WHAT THE TASK ASKS:
No pictures should appear in the copy; otherwise retype the entries exactly.

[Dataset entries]
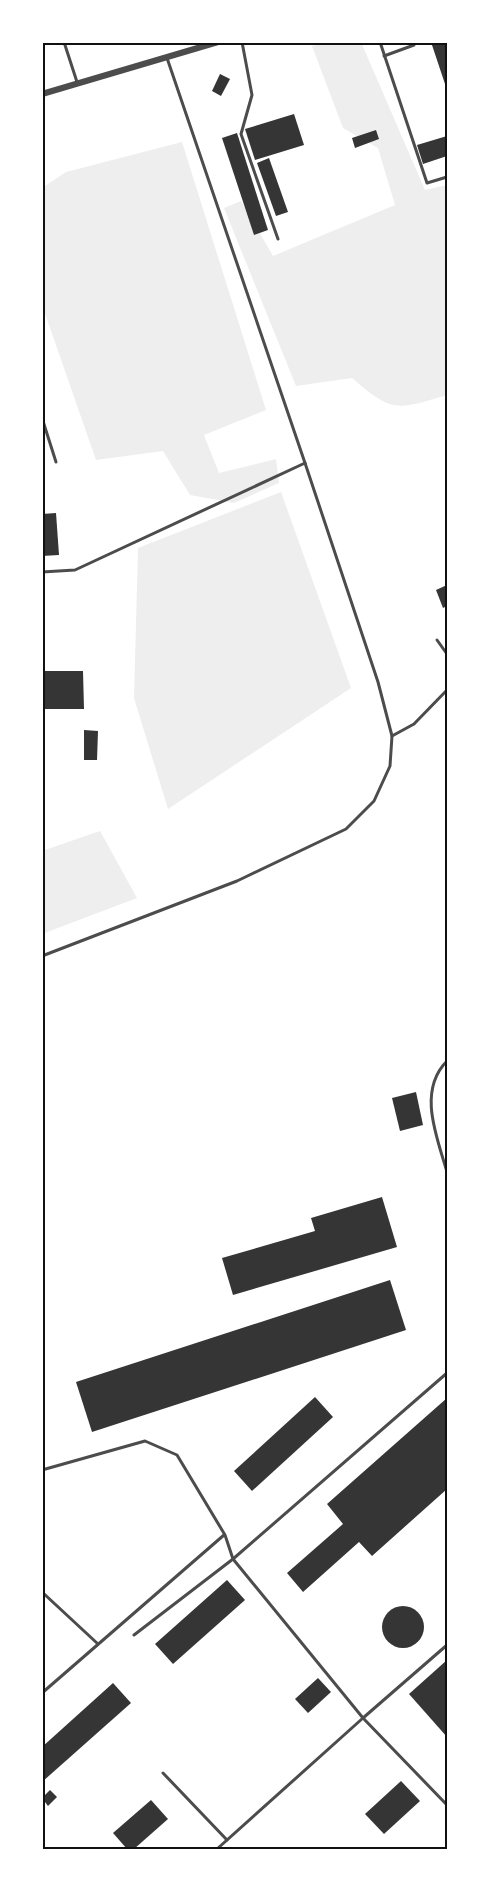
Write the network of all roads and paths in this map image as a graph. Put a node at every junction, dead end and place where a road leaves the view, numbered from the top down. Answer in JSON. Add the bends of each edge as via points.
{"nodes":[{"id":1,"x":64,"y":42,"type":"edge"},
{"id":2,"x":218,"y":42,"type":"edge"},
{"id":3,"x":242,"y":42,"type":"edge"},
{"id":4,"x":380,"y":42,"type":"edge"},
{"id":5,"x":413,"y":42,"type":"edge"},
{"id":6,"x":384,"y":56,"type":"junction"},
{"id":7,"x":167,"y":58,"type":"junction"},
{"id":8,"x":77,"y":82,"type":"junction"},
{"id":9,"x":42,"y":94,"type":"edge"},
{"id":10,"x":447,"y":177,"type":"edge"},
{"id":11,"x":278,"y":239,"type":"dead end"},
{"id":12,"x":42,"y":418,"type":"edge"},
{"id":13,"x":56,"y":462,"type":"dead end"},
{"id":14,"x":305,"y":463,"type":"junction"},
{"id":15,"x":42,"y":572,"type":"edge"},
{"id":16,"x":437,"y":640,"type":"dead end"},
{"id":17,"x":447,"y":654,"type":"edge"},
{"id":18,"x":447,"y":690,"type":"edge"},
{"id":19,"x":392,"y":736,"type":"junction"},
{"id":20,"x":42,"y":956,"type":"edge"},
{"id":21,"x":447,"y":1061,"type":"edge"},
{"id":22,"x":447,"y":1172,"type":"edge"},
{"id":23,"x":447,"y":1373,"type":"edge"},
{"id":24,"x":42,"y":1470,"type":"edge"},
{"id":25,"x":225,"y":1535,"type":"junction"},
{"id":26,"x":233,"y":1559,"type":"junction"},
{"id":27,"x":42,"y":1592,"type":"edge"},
{"id":28,"x":134,"y":1635,"type":"dead end"},
{"id":29,"x":98,"y":1644,"type":"junction"},
{"id":30,"x":447,"y":1645,"type":"edge"},
{"id":31,"x":42,"y":1693,"type":"edge"},
{"id":32,"x":363,"y":1718,"type":"junction"},
{"id":33,"x":163,"y":1773,"type":"dead end"},
{"id":34,"x":447,"y":1805,"type":"edge"},
{"id":35,"x":227,"y":1840,"type":"junction"},
{"id":36,"x":217,"y":1849,"type":"edge"}],
"edges":[{"from":1,"to":8,"type":"lane"},
{"from":2,"to":7,"type":"street"},
{"from":3,"to":11,"type":"lane","via":[[252,95],[241,134]]},
{"from":4,"to":6,"type":"lane"},
{"from":5,"to":6,"type":"lane","via":[[414,45]]},
{"from":6,"to":10,"type":"lane","via":[[427,183]]},
{"from":7,"to":8,"type":"street"},
{"from":7,"to":14,"type":"lane"},
{"from":8,"to":9,"type":"street"},
{"from":12,"to":13,"type":"lane"},
{"from":14,"to":15,"type":"lane","via":[[75,570]]},
{"from":14,"to":19,"type":"lane","via":[[378,682]]},
{"from":16,"to":17,"type":"lane"},
{"from":18,"to":19,"type":"lane","via":[[414,724]]},
{"from":19,"to":20,"type":"lane","via":[[390,766],[374,801],[346,830],[237,881]]},
{"from":21,"to":22,"type":"lane","via":[[437,1071],[430,1110]]},
{"from":23,"to":26,"type":"lane"},
{"from":24,"to":25,"type":"lane","via":[[145,1441],[177,1455]]},
{"from":25,"to":26,"type":"lane"},
{"from":25,"to":29,"type":"lane"},
{"from":26,"to":28,"type":"lane"},
{"from":26,"to":32,"type":"lane"},
{"from":27,"to":29,"type":"lane"},
{"from":29,"to":31,"type":"lane"},
{"from":30,"to":32,"type":"lane"},
{"from":32,"to":34,"type":"lane"},
{"from":32,"to":35,"type":"lane"},
{"from":33,"to":35,"type":"lane"},
{"from":35,"to":36,"type":"lane"}]}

FINISHED TASK:
Write the network of all roads and paths in this map image as a graph. Put a node at every junction, dead end and place where a road leaves the view, numbered from the top down. Answer in JSON. Add the bends of each edge as via points.
{"nodes":[{"id":1,"x":64,"y":42,"type":"edge"},
{"id":2,"x":218,"y":42,"type":"edge"},
{"id":3,"x":242,"y":42,"type":"edge"},
{"id":4,"x":380,"y":42,"type":"edge"},
{"id":5,"x":413,"y":42,"type":"edge"},
{"id":6,"x":384,"y":56,"type":"junction"},
{"id":7,"x":167,"y":58,"type":"junction"},
{"id":8,"x":77,"y":82,"type":"junction"},
{"id":9,"x":42,"y":94,"type":"edge"},
{"id":10,"x":447,"y":177,"type":"edge"},
{"id":11,"x":278,"y":239,"type":"dead end"},
{"id":12,"x":42,"y":418,"type":"edge"},
{"id":13,"x":56,"y":462,"type":"dead end"},
{"id":14,"x":305,"y":463,"type":"junction"},
{"id":15,"x":42,"y":572,"type":"edge"},
{"id":16,"x":437,"y":640,"type":"dead end"},
{"id":17,"x":447,"y":654,"type":"edge"},
{"id":18,"x":447,"y":690,"type":"edge"},
{"id":19,"x":392,"y":736,"type":"junction"},
{"id":20,"x":42,"y":956,"type":"edge"},
{"id":21,"x":447,"y":1061,"type":"edge"},
{"id":22,"x":447,"y":1172,"type":"edge"},
{"id":23,"x":447,"y":1373,"type":"edge"},
{"id":24,"x":42,"y":1470,"type":"edge"},
{"id":25,"x":225,"y":1535,"type":"junction"},
{"id":26,"x":233,"y":1559,"type":"junction"},
{"id":27,"x":42,"y":1592,"type":"edge"},
{"id":28,"x":134,"y":1635,"type":"dead end"},
{"id":29,"x":98,"y":1644,"type":"junction"},
{"id":30,"x":447,"y":1645,"type":"edge"},
{"id":31,"x":42,"y":1693,"type":"edge"},
{"id":32,"x":363,"y":1718,"type":"junction"},
{"id":33,"x":163,"y":1773,"type":"dead end"},
{"id":34,"x":447,"y":1805,"type":"edge"},
{"id":35,"x":227,"y":1840,"type":"junction"},
{"id":36,"x":217,"y":1849,"type":"edge"}],
"edges":[{"from":1,"to":8,"type":"lane"},
{"from":2,"to":7,"type":"street"},
{"from":3,"to":11,"type":"lane","via":[[252,95],[241,134]]},
{"from":4,"to":6,"type":"lane"},
{"from":5,"to":6,"type":"lane","via":[[414,45]]},
{"from":6,"to":10,"type":"lane","via":[[427,183]]},
{"from":7,"to":8,"type":"street"},
{"from":7,"to":14,"type":"lane"},
{"from":8,"to":9,"type":"street"},
{"from":12,"to":13,"type":"lane"},
{"from":14,"to":15,"type":"lane","via":[[75,570]]},
{"from":14,"to":19,"type":"lane","via":[[378,682]]},
{"from":16,"to":17,"type":"lane"},
{"from":18,"to":19,"type":"lane","via":[[414,724]]},
{"from":19,"to":20,"type":"lane","via":[[390,766],[374,801],[346,830],[237,881]]},
{"from":21,"to":22,"type":"lane","via":[[437,1071],[430,1110]]},
{"from":23,"to":26,"type":"lane"},
{"from":24,"to":25,"type":"lane","via":[[145,1441],[177,1455]]},
{"from":25,"to":26,"type":"lane"},
{"from":25,"to":29,"type":"lane"},
{"from":26,"to":28,"type":"lane"},
{"from":26,"to":32,"type":"lane"},
{"from":27,"to":29,"type":"lane"},
{"from":29,"to":31,"type":"lane"},
{"from":30,"to":32,"type":"lane"},
{"from":32,"to":34,"type":"lane"},
{"from":32,"to":35,"type":"lane"},
{"from":33,"to":35,"type":"lane"},
{"from":35,"to":36,"type":"lane"}]}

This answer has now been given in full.